Spending in arts education increased by nearly 2 percent in the past school year, despite the many challenges posed by several consecutive years of budget cuts to city schools, according to a report released by the Department of Education on Tuesday.
There were more arts teachers on schools’ payrolls last year, as well as more students taking part in school-based arts programs. According to the report, based on surveys of school administrators citywide, all of the city’s elementary schools offered at least one arts discipline, most commonly visual arts classes, taught by classroom teachers, arts teachers or instructors from cultural organizations.
Over all, the number of certified arts teachers on schools’ payrolls also went up modestly — to 2,481 in 2010-11, from 2,462 in 2009-10. The increase, though, was exclusive to elementary schools; middle and high schools had fewer arts teachers last year than in 2009-10, and fewer still than what they had in 2004-5. (Middle schools lost 101 teachers during this period, about 15 percent of their staff members, and high schools lost 85, approximately 9 percent.)
According to the report, in 2010-2011, 54 percent of schools met state requirements for arts education, up from 51 percent in the previous year. Lori Sherman, acting executive director at the Center for Arts Education, a nonprofit organization, said that while the number is encouraging, "the fact that 46 percent of elementary schools are not providing what students are promised in state education law clearly demonstrates there is still much work to be done to ensure all public elementary school students receive equal access to quality instruction in the arts."

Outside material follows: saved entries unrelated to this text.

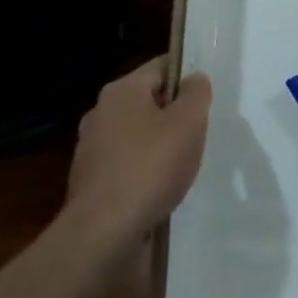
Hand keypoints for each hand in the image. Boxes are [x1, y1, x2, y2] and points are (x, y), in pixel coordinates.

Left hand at [65, 59, 212, 243]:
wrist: (104, 231)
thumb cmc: (150, 167)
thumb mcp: (188, 123)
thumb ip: (196, 94)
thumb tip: (195, 78)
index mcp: (121, 91)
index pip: (160, 67)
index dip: (187, 76)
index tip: (207, 97)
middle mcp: (100, 112)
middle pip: (147, 101)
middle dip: (174, 114)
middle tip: (200, 132)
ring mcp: (91, 147)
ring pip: (136, 134)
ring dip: (159, 144)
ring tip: (184, 164)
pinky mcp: (90, 179)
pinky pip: (125, 163)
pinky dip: (144, 170)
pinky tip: (160, 188)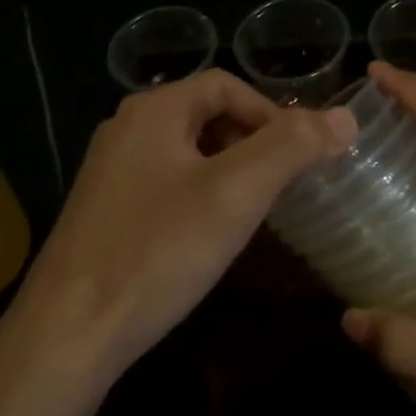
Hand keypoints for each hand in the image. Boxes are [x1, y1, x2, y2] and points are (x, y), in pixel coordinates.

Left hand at [8, 69, 355, 385]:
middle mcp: (126, 129)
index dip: (272, 113)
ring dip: (228, 171)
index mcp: (153, 110)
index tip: (304, 155)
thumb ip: (290, 148)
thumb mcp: (234, 194)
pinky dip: (200, 196)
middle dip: (252, 143)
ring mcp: (110, 171)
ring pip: (186, 153)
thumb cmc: (157, 252)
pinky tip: (210, 236)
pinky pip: (166, 185)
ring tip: (257, 210)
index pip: (226, 85)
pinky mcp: (105, 211)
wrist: (70, 330)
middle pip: (205, 115)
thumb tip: (345, 116)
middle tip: (285, 185)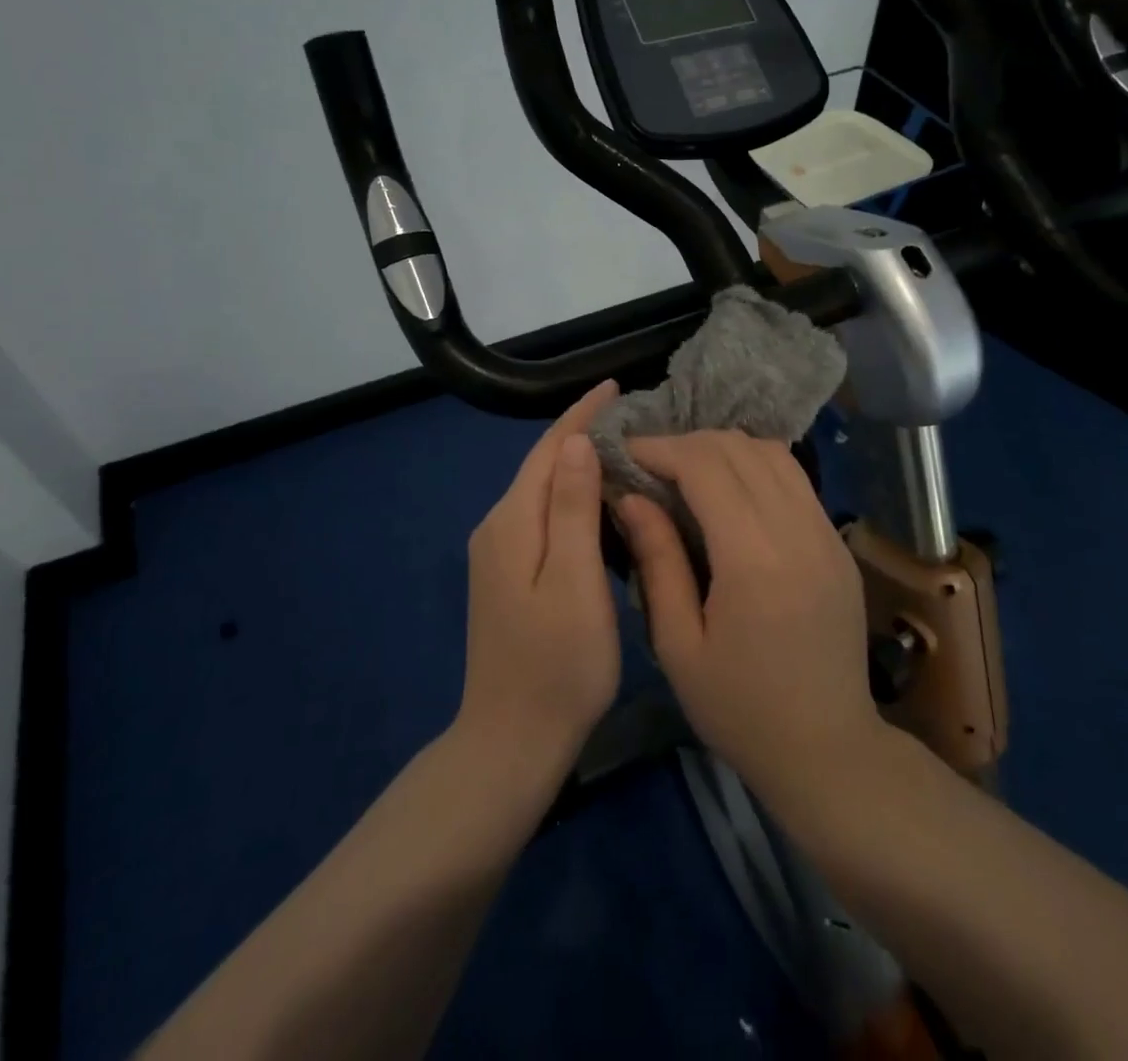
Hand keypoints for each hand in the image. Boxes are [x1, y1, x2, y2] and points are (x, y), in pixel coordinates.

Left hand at [457, 380, 621, 781]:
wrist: (511, 740)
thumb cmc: (557, 664)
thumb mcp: (574, 581)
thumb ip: (572, 509)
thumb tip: (575, 442)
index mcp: (513, 523)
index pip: (548, 450)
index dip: (580, 415)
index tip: (613, 386)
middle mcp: (497, 528)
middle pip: (542, 467)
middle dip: (580, 435)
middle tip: (630, 418)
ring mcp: (497, 554)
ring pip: (542, 492)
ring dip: (576, 466)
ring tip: (622, 450)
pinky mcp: (506, 575)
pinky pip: (541, 517)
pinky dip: (570, 498)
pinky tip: (597, 502)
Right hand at [617, 432, 883, 802]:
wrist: (829, 751)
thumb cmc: (740, 710)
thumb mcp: (679, 645)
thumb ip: (657, 561)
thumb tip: (631, 496)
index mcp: (754, 560)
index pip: (705, 466)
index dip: (660, 448)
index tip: (625, 452)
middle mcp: (797, 531)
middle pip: (739, 449)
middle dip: (687, 443)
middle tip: (649, 464)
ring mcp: (826, 533)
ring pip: (772, 453)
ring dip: (723, 449)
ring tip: (686, 470)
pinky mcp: (838, 542)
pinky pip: (795, 479)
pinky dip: (755, 466)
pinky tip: (729, 490)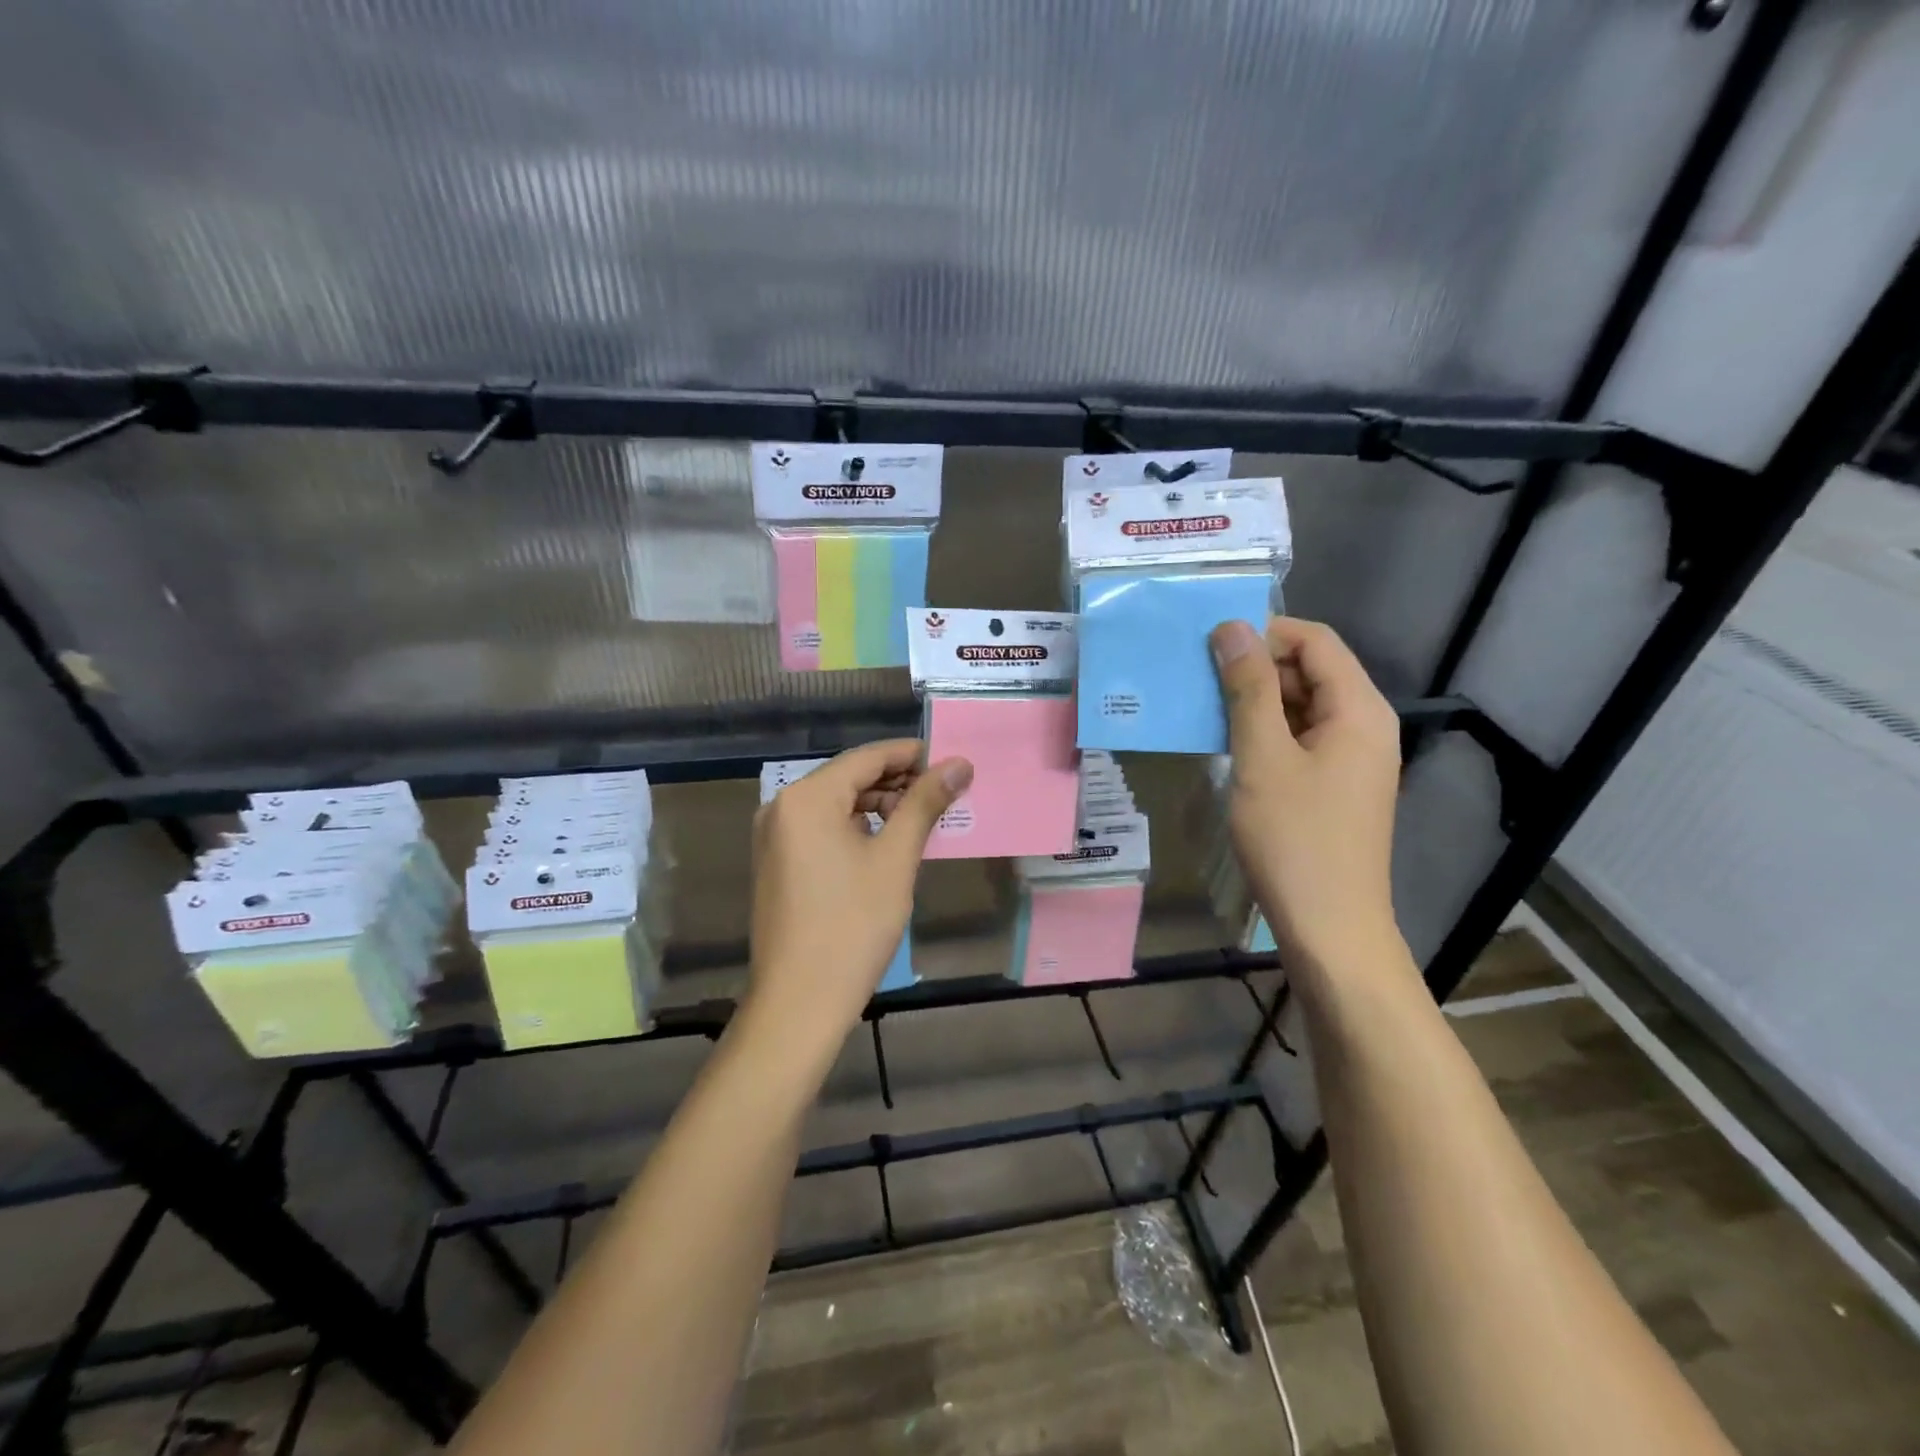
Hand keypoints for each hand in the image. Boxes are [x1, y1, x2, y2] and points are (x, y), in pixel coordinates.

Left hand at [746, 740, 972, 1059]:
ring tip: (922, 823)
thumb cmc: (853, 926)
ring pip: (837, 804)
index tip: (952, 762)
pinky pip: (822, 829)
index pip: (867, 757)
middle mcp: (782, 807)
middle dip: (898, 783)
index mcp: (806, 798)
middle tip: (944, 797)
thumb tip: (959, 764)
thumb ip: (924, 804)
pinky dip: (857, 829)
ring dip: (880, 807)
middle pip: (850, 778)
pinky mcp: (777, 862)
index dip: (912, 755)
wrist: (799, 1002)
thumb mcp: (895, 859)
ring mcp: (774, 836)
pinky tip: (888, 845)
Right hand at [1210, 618, 1403, 973]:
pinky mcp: (1333, 786)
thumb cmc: (1295, 839)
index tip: (1209, 646)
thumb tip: (1231, 629)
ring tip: (1202, 708)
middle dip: (1255, 667)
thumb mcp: (1262, 757)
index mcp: (1359, 710)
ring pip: (1300, 707)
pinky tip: (1224, 744)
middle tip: (1196, 678)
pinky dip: (1263, 733)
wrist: (1329, 928)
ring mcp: (1350, 759)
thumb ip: (1248, 689)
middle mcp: (1363, 726)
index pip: (1315, 641)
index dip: (1264, 633)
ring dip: (1254, 702)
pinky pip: (1298, 740)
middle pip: (1310, 671)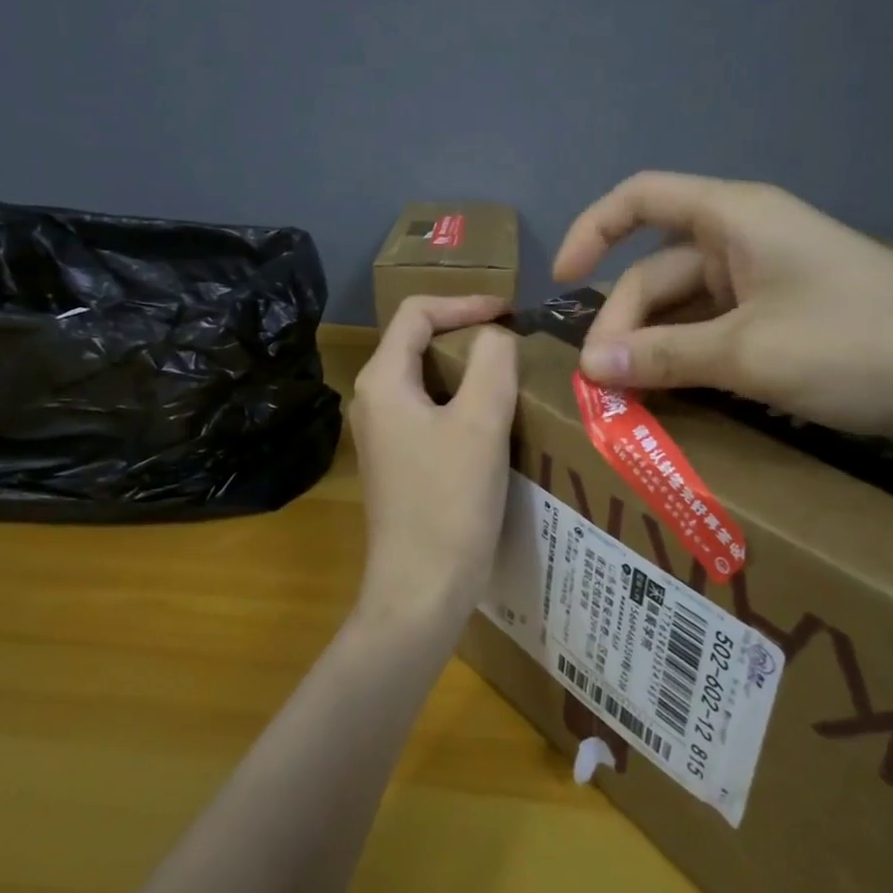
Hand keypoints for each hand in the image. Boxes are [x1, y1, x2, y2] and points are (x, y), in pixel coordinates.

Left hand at [347, 295, 519, 635]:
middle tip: (517, 342)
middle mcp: (374, 400)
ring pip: (429, 380)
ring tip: (515, 376)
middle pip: (420, 342)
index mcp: (383, 380)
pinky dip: (464, 403)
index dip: (466, 302)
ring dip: (470, 371)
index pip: (417, 312)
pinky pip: (432, 413)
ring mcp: (384, 435)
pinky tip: (498, 421)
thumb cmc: (449, 501)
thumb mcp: (480, 421)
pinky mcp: (400, 463)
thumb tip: (495, 337)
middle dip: (468, 334)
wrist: (421, 590)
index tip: (511, 312)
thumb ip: (493, 361)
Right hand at [552, 171, 892, 437]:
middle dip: (625, 323)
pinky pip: (720, 332)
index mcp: (734, 217)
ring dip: (656, 348)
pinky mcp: (791, 322)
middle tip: (604, 386)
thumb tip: (589, 365)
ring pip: (688, 308)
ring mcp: (771, 282)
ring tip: (631, 400)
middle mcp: (747, 240)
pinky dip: (693, 361)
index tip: (561, 284)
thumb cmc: (857, 344)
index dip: (592, 230)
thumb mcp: (747, 352)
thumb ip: (663, 356)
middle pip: (658, 270)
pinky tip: (678, 397)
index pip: (640, 198)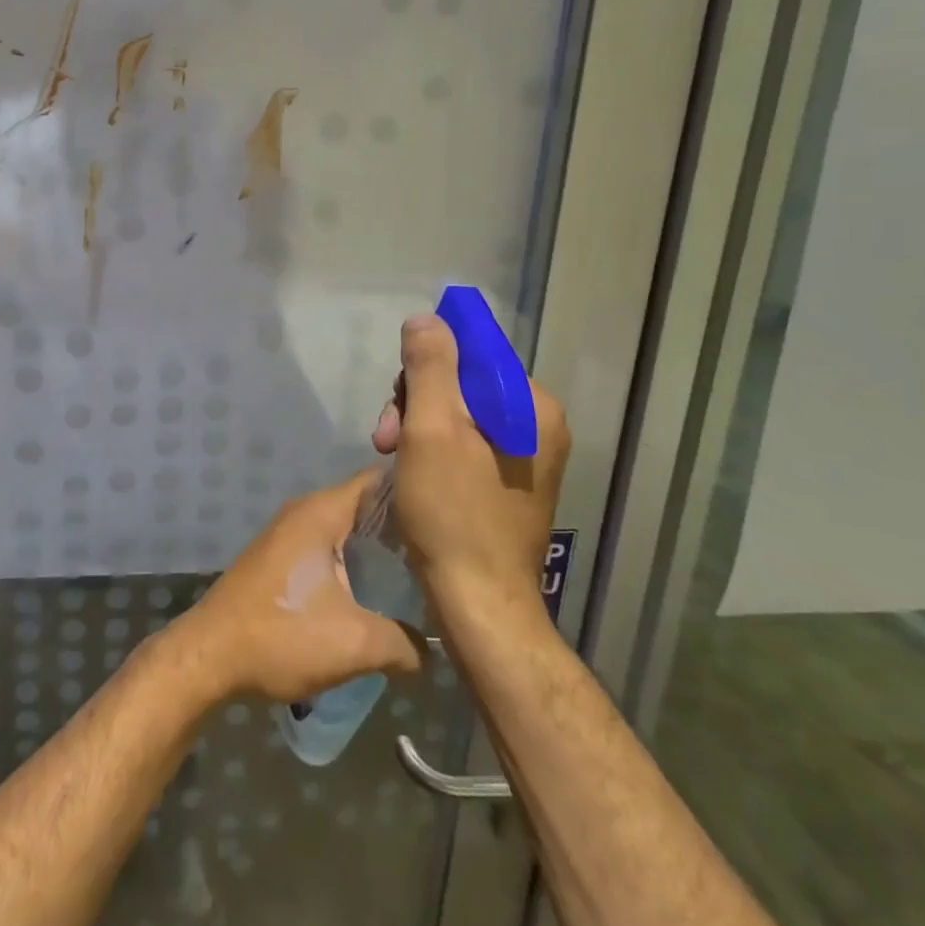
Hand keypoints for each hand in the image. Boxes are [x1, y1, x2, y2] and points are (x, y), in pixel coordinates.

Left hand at [173, 471, 424, 704]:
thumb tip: (431, 650)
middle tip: (442, 553)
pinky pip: (327, 547)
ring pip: (345, 530)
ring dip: (377, 549)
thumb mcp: (356, 643)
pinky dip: (353, 562)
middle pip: (364, 505)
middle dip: (401, 526)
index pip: (377, 481)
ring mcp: (288, 533)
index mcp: (322, 512)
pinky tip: (374, 593)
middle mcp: (304, 512)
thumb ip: (404, 643)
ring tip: (418, 576)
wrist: (210, 654)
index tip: (447, 514)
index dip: (413, 491)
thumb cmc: (283, 635)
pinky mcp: (279, 558)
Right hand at [372, 314, 570, 621]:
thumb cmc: (453, 513)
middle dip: (416, 403)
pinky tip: (410, 472)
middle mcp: (538, 425)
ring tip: (391, 458)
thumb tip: (426, 320)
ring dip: (417, 427)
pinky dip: (432, 449)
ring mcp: (526, 456)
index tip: (397, 403)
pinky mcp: (509, 482)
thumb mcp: (432, 429)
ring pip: (457, 414)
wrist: (480, 606)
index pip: (472, 352)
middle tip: (386, 438)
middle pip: (462, 383)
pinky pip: (464, 443)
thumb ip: (429, 366)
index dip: (425, 367)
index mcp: (532, 406)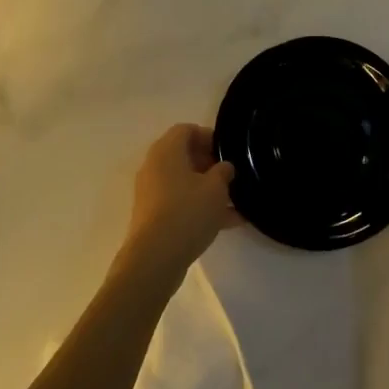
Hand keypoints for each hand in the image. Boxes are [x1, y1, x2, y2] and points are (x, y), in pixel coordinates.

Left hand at [123, 124, 237, 274]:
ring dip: (208, 189)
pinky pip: (180, 203)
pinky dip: (200, 208)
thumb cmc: (187, 212)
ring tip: (236, 202)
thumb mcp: (216, 188)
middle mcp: (154, 167)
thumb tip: (224, 167)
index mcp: (166, 151)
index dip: (208, 136)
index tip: (228, 151)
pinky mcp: (153, 216)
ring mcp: (152, 193)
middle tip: (231, 176)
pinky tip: (228, 223)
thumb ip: (224, 172)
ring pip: (184, 182)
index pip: (186, 130)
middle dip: (210, 164)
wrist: (155, 258)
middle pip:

The report was the fifth to assess the state of arts education in city schools, and its results offer a quantitative snapshot of the state of arts education in city schools.
Although the numbers paint an encouraging picture, there is still no reliable assessment of the quality of the arts programs. A federal grant is meant to provide for that, but it is still not enough to provide for and sustain a consistent evaluation system, the report says.
Survey respondents said money was their main challenge last school year: they struggled to pay for the programs as a whole and also to buy supplies. The Department of Education allocated $316 million to arts education in 2010-11, $4 million more than in 2009-10, but $10 million less than the $326 million it set aside in 2008-09.
Over the past five school years, personnel costs went up steadily, while expenditures on supplies declined by 81 percent -- to $2 million in 2010-11 from $11 million in 2006-07, according to the report.
In a statement, the schools chancellor, Dennis M. Walcott, praised “the hard work and resourcefulness” of schools and its cultural partners. In all, 86 percent of the schools that responded to the survey said they maintained partnerships with cultural organizations.
“Providing every student with a quality arts education that challenges them to think creatively supports our mission of graduating all our students college-ready,” Mr. Walcott said. “This year’s report shows that thanks to the hard work and resourcefulness of our schools and cultural partners, we continue to make steady progress in offering arts instruction to more students.”
The outside organizations also provided part of the external funding schools have increasingly had to rely on to maintain their arts programs. (Other sources of external funding were private foundations, the City Council, parent associations and local business groups.)
The teachers' union president, Michael Mulgrew, pointed out that having more arts teachers does not necessarily mean more arts instruction, as it is not uncommon for them to teach other subjects. In the end, it all boils down to adapting to the budget cuts, he went on. "Every time there is a cut," Mr. Mulgrew said, "the art program and the music go first and the last thing back is the art and music programs."